Crônica publicada em 6/04/2000
O locutor anunciou, em cima do trio elétrico, em que já estavam o conjunto Tchê Barbaridade e outros apresentadores, que ia entrar no palco a grande atração da noite: Senhoras e senhores de Encantado, para gáudio da nossa gente e orgulho da nossa terra (e aí me surpreendeu, porque repetiu Pôncio Pilatos ao apresentar Jesus ao Sinédrio para ser julgado), para nossa alegria, Ecce homo, Pablo Sant’Ana, temido pelos homens e amado pelas mulheres. E Pablo, tão pronto entrou no palco, já fez o povo cantar.
Fora a megalomania, só queria pedir a todos que me cercam, ou que por qualquer motivo me toquem ou sejam tocados por mim, que nunca me tirem nem molestem as coisas que nasceram comigo e as coisas que vão morrer comigo. Entre as coisas que nasceram comigo e as que vão morrer comigo interceptou-se a vida, maravilhosa ou terrível, que não conseguiu mudar as coisas que nasceram comigo, como a ternura, a compaixão, por exemplo – mas a mesma vida no entanto inculcou-me coisas que vão morrer comigo, boas e más coisas, como o encanto de cultivar amigos e o medo de perdê-los, a incerteza, a esperança, a fé e a desilusão, por exemplo ainda, a indiferença à morte quando jovem, a certeza dela agora já nos dias que correm.
Mas como os meus leitores imploram para que não fale mais em morte, quero então lhes falar na vida, correndo estuante nas ruas ensolaradas que me esperam, eterna no sorriso da criança que me abraça e do velho que insiste em nadar para a frente quando a corrente tenta fazê-lo afundar pelo desânimo.
Entre as coisas que nasceram comigo, por exemplo, está o vezo sublime de sempre colocar-me no lugar de quem errou e imaginar e examinar as suas prováveis justificativas. Entre as coisas que vão morrer comigo, por exemplo, está a humildade de reconhecer que de repente a vida pode me encurralar a proceder da forma mais nefanda que tenho condenado nos outros. Entre as coisas que nasceram comigo está o respeito às razões do acusado, mesmo que todas as evidências o inculpem. Entre as coisas que vão morrer comigo está o tremendo e estupendo remorso de não ter ajudado muitos próximos e distantes seres que visivelmente precisavam da minha a ajuda, que eu tinha para dar, mas não lhes acudi. Por desleixo ou covardia.
Nasceu comigo a coragem, mas me massacra que muitas vezes desonrei-a.

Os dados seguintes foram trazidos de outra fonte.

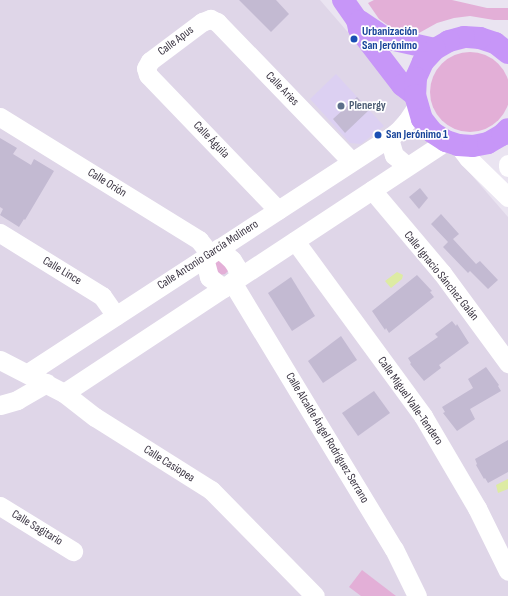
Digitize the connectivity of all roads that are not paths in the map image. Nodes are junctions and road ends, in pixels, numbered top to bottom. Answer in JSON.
{"nodes":[{"id":1,"x":342,"y":0,"type":"edge"},
{"id":2,"x":210,"y":19,"type":"joint"},
{"id":3,"x":357,"y":20,"type":"junction"},
{"id":4,"x":504,"y":45,"type":"edge"},
{"id":5,"x":435,"y":49,"type":"junction"},
{"id":6,"x":146,"y":68,"type":"joint"},
{"id":7,"x":416,"y":100,"type":"junction"},
{"id":8,"x":0,"y":117,"type":"edge"},
{"id":9,"x":508,"y":129,"type":"edge"},
{"id":10,"x":388,"y":138,"type":"junction"},
{"id":11,"x":452,"y":143,"type":"junction"},
{"id":12,"x":352,"y":161,"type":"junction"},
{"id":13,"x":407,"y":166,"type":"junction"},
{"id":14,"x":372,"y":190,"type":"junction"},
{"id":15,"x":508,"y":197,"type":"edge"},
{"id":16,"x":278,"y":210,"type":"junction"},
{"id":17,"x":0,"y":233,"type":"edge"},
{"id":18,"x":295,"y":241,"type":"junction"},
{"id":19,"x":211,"y":254,"type":"junction"},
{"id":20,"x":231,"y":283,"type":"junction"},
{"id":21,"x":116,"y":316,"type":"junction"},
{"id":22,"x":0,"y":360,"type":"edge"},
{"id":23,"x":508,"y":363,"type":"edge"},
{"id":24,"x":28,"y":373,"type":"junction"},
{"id":25,"x":46,"y":383,"type":"junction"},
{"id":26,"x":64,"y":393,"type":"junction"},
{"id":27,"x":0,"y":405,"type":"edge"},
{"id":28,"x":0,"y":506,"type":"edge"},
{"id":29,"x":73,"y":551,"type":"dead end"},
{"id":30,"x":508,"y":571,"type":"edge"},
{"id":31,"x":315,"y":596,"type":"edge"},
{"id":32,"x":417,"y":596,"type":"edge"}],
"edges":[{"from":1,"to":3,"type":"main road"},
{"from":2,"to":6,"type":"street","name":"Calle Apus"},
{"from":2,"to":12,"type":"street","name":"Calle Aries"},
{"from":3,"to":5,"type":"main road"},
{"from":3,"to":7,"type":"main road"},
{"from":4,"to":5,"type":"main road"},
{"from":5,"to":7,"type":"main road"},
{"from":6,"to":16,"type":"street","name":"Calle Águila"},
{"from":7,"to":10,"type":"street","name":"Calle Antonio García Molinero"},
{"from":7,"to":11,"type":"main road"},
{"from":8,"to":19,"type":"street","name":"Calle Orión"},
{"from":9,"to":11,"type":"main road"},
{"from":10,"to":12,"type":"street","name":"Calle Antonio García Molinero"},
{"from":10,"to":13,"type":"street"},
{"from":11,"to":13,"type":"street"},
{"from":11,"to":15,"type":"street"},
{"from":12,"to":16,"type":"street","name":"Calle Antonio García Molinero"},
{"from":13,"to":14,"type":"street"},
{"from":14,"to":18,"type":"street"},
{"from":14,"to":23,"type":"street","name":"Calle Ignacio Sánchez Galán"},
{"from":16,"to":19,"type":"street","name":"Calle Antonio García Molinero"},
{"from":17,"to":21,"type":"street","name":"Calle Lince"},
{"from":18,"to":20,"type":"street"},
{"from":18,"to":30,"type":"street","name":"Calle Miguel Valle-Tendero"},
{"from":19,"to":20,"type":"street"},
{"from":19,"to":20,"type":"street","name":"Calle Orión"},
{"from":19,"to":21,"type":"street","name":"Calle Antonio García Molinero"},
{"from":20,"to":26,"type":"street"},
{"from":20,"to":32,"type":"street","name":"Calle Alcalde Ángel Rodríguez Serrano"},
{"from":21,"to":24,"type":"street","name":"Calle Antonio García Molinero"},
{"from":22,"to":24,"type":"street","name":"Calle Casiopea"},
{"from":24,"to":25,"type":"street","name":"Calle Casiopea"},
{"from":25,"to":26,"type":"street","name":"Calle Casiopea"},
{"from":25,"to":27,"type":"street"},
{"from":26,"to":31,"type":"street","name":"Calle Casiopea"},
{"from":28,"to":29,"type":"street","name":"Calle Sagitario"}]}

Em compensação, vai morrer comigo o orgulho de muitas vezes ter sido mais corajoso do que podia conter a minha potencialidade genética. E vai morrer comigo a jactância de que muitas vezes arrisquei a própria coragem e com ela toda aminha honra numa parada só, em defesa do que eu considerava justo, quando todos imprecavam pela outra direção.
Fui covarde e fui corajoso, destemido e medroso, por isso me orgulho e me envergonho, mas se minha trajetória foi assim marcada por sombras e por luzes, então é porque vivi.

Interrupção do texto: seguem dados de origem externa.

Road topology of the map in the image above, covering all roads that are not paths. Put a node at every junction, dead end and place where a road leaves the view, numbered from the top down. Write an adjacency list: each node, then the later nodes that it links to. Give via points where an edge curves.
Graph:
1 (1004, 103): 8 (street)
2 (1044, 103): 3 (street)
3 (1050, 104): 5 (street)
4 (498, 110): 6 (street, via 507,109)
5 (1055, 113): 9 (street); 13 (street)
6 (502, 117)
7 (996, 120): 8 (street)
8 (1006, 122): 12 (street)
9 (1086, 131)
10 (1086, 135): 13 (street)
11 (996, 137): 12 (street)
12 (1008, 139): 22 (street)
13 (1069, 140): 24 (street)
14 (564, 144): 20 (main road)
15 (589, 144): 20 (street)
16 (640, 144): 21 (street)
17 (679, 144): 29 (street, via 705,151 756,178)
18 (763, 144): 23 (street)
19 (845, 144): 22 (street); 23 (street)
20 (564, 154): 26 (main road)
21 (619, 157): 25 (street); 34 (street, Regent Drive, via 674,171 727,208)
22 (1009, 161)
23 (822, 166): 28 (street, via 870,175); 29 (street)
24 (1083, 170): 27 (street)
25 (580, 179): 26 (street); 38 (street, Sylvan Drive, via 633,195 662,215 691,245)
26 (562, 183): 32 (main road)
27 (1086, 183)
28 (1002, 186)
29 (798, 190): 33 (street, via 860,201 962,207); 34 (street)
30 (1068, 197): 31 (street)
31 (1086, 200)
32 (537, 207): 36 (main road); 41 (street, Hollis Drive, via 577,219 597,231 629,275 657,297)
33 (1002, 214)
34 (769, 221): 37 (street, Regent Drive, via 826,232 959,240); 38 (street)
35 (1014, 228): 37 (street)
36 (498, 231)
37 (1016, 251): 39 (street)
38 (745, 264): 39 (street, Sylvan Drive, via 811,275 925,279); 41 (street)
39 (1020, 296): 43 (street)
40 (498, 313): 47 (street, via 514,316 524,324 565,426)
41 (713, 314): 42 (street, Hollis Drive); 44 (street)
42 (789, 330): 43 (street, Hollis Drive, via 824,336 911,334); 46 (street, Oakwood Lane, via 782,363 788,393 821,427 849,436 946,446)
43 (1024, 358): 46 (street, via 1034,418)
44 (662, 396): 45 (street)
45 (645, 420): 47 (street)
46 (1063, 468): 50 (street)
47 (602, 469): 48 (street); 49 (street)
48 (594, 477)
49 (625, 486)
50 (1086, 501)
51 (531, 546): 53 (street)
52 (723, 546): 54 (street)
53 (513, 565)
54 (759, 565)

Se chorei e se sorri, se sofri até a depressão e fui feliz e realizado até a euforia, se muitas vezes quase desisti mas consegui dar a volta por cima e ficar embriagado de entusiasmo, então é porque vivi.
E só vivi porque fui arremessado, mal ou bem, pelas coisas que nasceram em mim e aplacado pelas coisas más e boas que vão morrer comigo.
Por isso, Senhor, peço-vos perdão, embora não percais de vista em vosso julgamento de que desconfio de que sou digno de ser acolhido em vossa morada, ao lado dos meus amigos, de todos que admirei ou de quem em algum instante provoquei alguma admiração.